Zur Lebensphilosophie von Arthur Schopenhauer

Das Leid und seine Ursache: der “ Wille ”

Wenn das Leben leidvoll ist, dann muss der Grund hierfür in der Ursache des Lebens liegen. Für Arthur Schopenhauer war es der Wille zum Leben. Schopenhauer erkannte, dass dieser Wille zum Leben Ausdruck eines allumfassenden metaphysischen Willens ist, der als das Ding an sich - wie es der von ihm hochverehrte Kant nannte - das Wesen der Welt ausmacht. (1)

Jeder Blick auf die Welt, welche zu erklären die Aufgabe des Philosophen ist, bestätigt und bezeugt, daß  Wille  zum Leben , weit entfernt ... ein leeres Wort zu sein, der wahre Ausdruck ihres innersten Wesens ist. Alles drängt zum Dasein ... (2)

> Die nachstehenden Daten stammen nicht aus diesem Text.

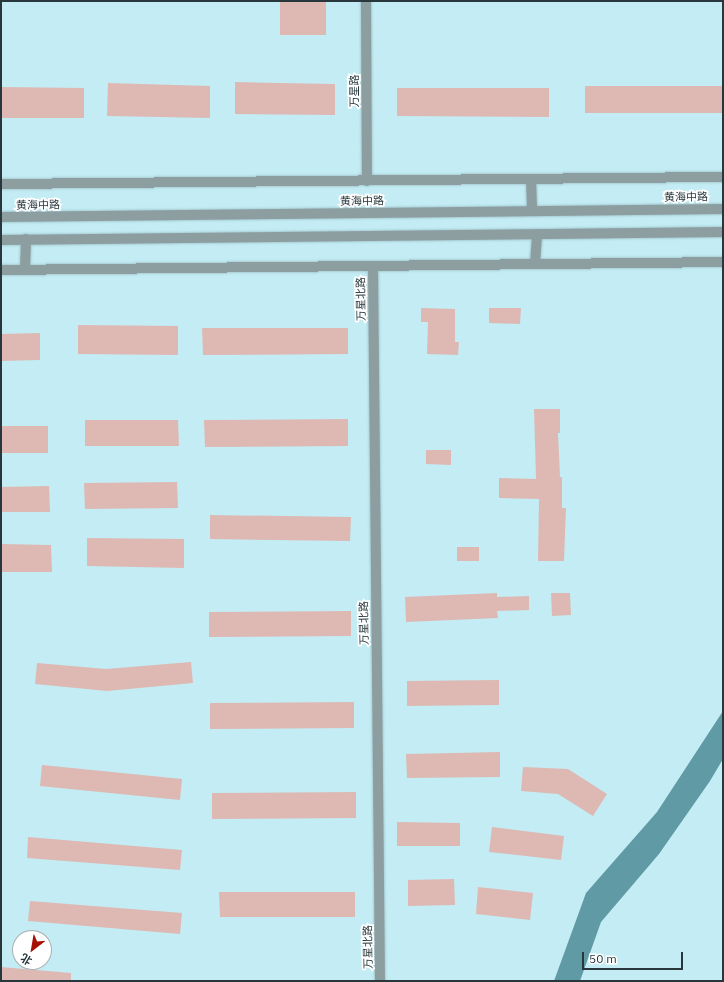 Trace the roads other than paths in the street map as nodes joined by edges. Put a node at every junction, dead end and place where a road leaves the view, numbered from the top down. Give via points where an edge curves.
1 (366, 1) edge
2 (723, 177) edge
3 (531, 179) junction
4 (367, 181) junction
5 (1, 184) edge
6 (723, 209) edge
7 (532, 211) junction
8 (1, 217) edge
9 (723, 232) edge
10 (537, 234) junction
11 (26, 239) junction
12 (1, 240) edge
13 (723, 262) edge
14 (535, 264) junction
15 (372, 266) junction
16 (25, 269) junction
17 (1, 270) edge
18 (380, 981) edge

1 - 4 street, 万星路
2 - 3 street, 黄海中路
3 - 4 street, 黄海中路
3 - 7 street
4 - 5 street, 黄海中路
6 - 7 street, 黄海中路
7 - 8 street, 黄海中路
9 - 10 street
10 - 11 street
10 - 14 street
11 - 12 street
11 - 16 street
13 - 14 street
14 - 15 street
15 - 16 street
15 - 18 street, 万星北路
16 - 17 street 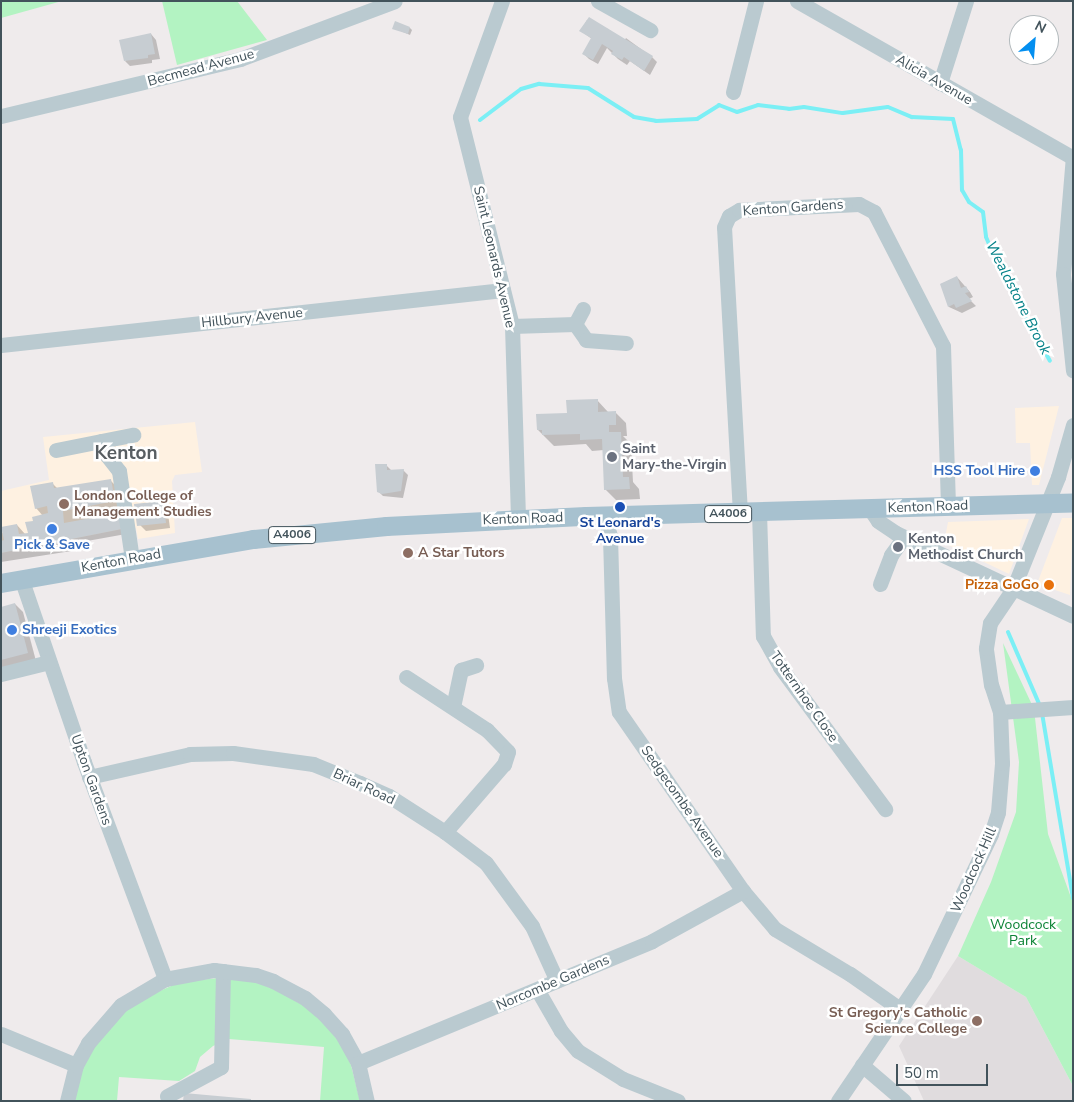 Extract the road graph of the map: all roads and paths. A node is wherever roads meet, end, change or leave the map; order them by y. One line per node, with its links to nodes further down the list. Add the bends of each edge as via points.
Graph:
1 (395, 1): 10 (street, Becmead Avenue, via 240,59)
2 (502, 1): 12 (street, Saint Leonards Avenue, via 460,117)
3 (598, 1): 7 (street)
4 (756, 1): 9 (street)
5 (797, 1): 8 (street, Alicia Avenue)
6 (966, 1): 8 (street)
7 (650, 30)
8 (940, 83): 11 (street, Alicia Avenue)
9 (733, 92)
10 (1, 116)
11 (1073, 157): 18 (street, via 1063,274)
12 (503, 290): 15 (street, Saint Leonards Avenue); 17 (street, Hillbury Avenue)
13 (583, 309): 14 (street)
14 (575, 324): 15 (street); 16 (street, via 586,340)
15 (512, 326): 30 (street, Saint Leonards Avenue)
16 (626, 343)
17 (1, 345)
18 (1073, 370)
19 (1073, 425): 23 (street, Woodcock Hill)
20 (134, 435): 21 (street)
21 (101, 441): 22 (street); 32 (street, via 104,452 119,471)
22 (56, 450)
23 (1049, 502): 24 (main road, A4006); 25 (main road, Kenton Road / A4006); 36 (street, Woodcock Hill)
24 (1073, 502)
25 (948, 507): 26 (main road, Kenton Road / A4006); 28 (street, Kenton Gardens, via 943,346 874,212 859,204 739,210 729,216 724,227)
26 (870, 508): 27 (main road, Kenton Road / A4006); 31 (street, via 878,521)
27 (759, 512): 28 (main road, Kenton Road / A4006); 46 (street, Totternhoe Close, via 763,636 780,667)
28 (740, 513): 29 (main road, Kenton Road / A4006)
29 (604, 516): 30 (main road, Kenton Road / A4006); 48 (street, Sedgecombe Avenue, via 610,536 614,678 619,712)
30 (518, 519): 32 (main road, Kenton Road / A4006, via 386,526 262,538)
31 (904, 536): 35 (street, via 891,555); 36 (street)
32 (132, 559): 33 (main road, Kenton Road / A4006)
33 (21, 578): 34 (main road, Kenton Road / A4006); 38 (street, Upton Gardens)
34 (1, 582)
35 (880, 584)
36 (1013, 589): 37 (street); 44 (street, Woodcock Hill, via 990,623 986,648 991,685)
37 (1073, 616)
38 (49, 662): 40 (street); 45 (street, Upton Gardens)
39 (476, 665): 42 (street, via 460,670)
40 (1, 674)
41 (406, 677): 42 (street)
42 (453, 707): 47 (street, via 487,730 508,752 504,764)
43 (1073, 707): 44 (street)
44 (1000, 712): 53 (street, Woodcock Hill, via 1002,763 994,827 957,911 924,974)
45 (90, 777): 47 (street, Briar Road, via 190,754 264,755 313,764 360,783 389,796); 50 (street, Upton Gardens)
46 (885, 809)
47 (445, 832): 51 (street, Briar Road, via 486,863 510,894 544,947)
48 (743, 891): 51 (street, Norcombe Gardens, via 652,940); 53 (street, Sedgecombe Avenue, via 775,929 850,974)
49 (223, 971): 50 (street); 55 (street, via 265,978 304,998 342,1034); 58 (street, via 220,1067)
50 (165, 980): 56 (street, via 139,993 104,1021)
51 (558, 981): 52 (street, Norcombe Gardens)
52 (538, 991): 55 (street, Norcombe Gardens); 61 (street, via 561,1031 578,1051 624,1079)
53 (900, 1010): 57 (street, Woodcock Hill)
54 (1, 1034): 56 (street)
55 (358, 1063): 60 (street)
56 (76, 1065): 59 (street)
57 (862, 1065): 62 (street, Woodcock Hill); 63 (street)
58 (166, 1096)
59 (67, 1101)
60 (367, 1101)
61 (678, 1101)
62 (838, 1101)
63 (904, 1101)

An den “Millionen von Formen”, in denen das Leben erscheint, werde, so Arthur  Schopenhauer, sichtbar, dass der Wille zum Leben das Allerrealste ist, was wir kennen, ja der Lebenswille sei der Kern der Realität selbst. (3)

In dieser Realität, dem Lebenswillen, äußert sich ein metaphysischer Wille. Er manifestiert sich in einer ungeheuren Vielfalt von Erscheinungsformen. Dennoch ist dieser metaphysische Wille selbst eine  Einheit, die uns jedoch in der Welt als Vielheit erscheint. Ursache hierfür ist das, was Schopenhauer als das  > principium individuationis bezeichnete. Diese Vielheit ist kein fried- volles Nebeneinander. Im Gegenteil: 

So sehen wir in der Natur überall Streit, Kampf und Wechsel des Sieges, und werden eben darin weiterhin die dem Willen wesentliche Entzweiung mit sich selbst deutlicher erkennen. Jede Stufe der Objektivation des Willens [z. B. als Pflanze, Tier oder Mensch] macht der andern die Materie, den Raum, die Zeit streitig... (4)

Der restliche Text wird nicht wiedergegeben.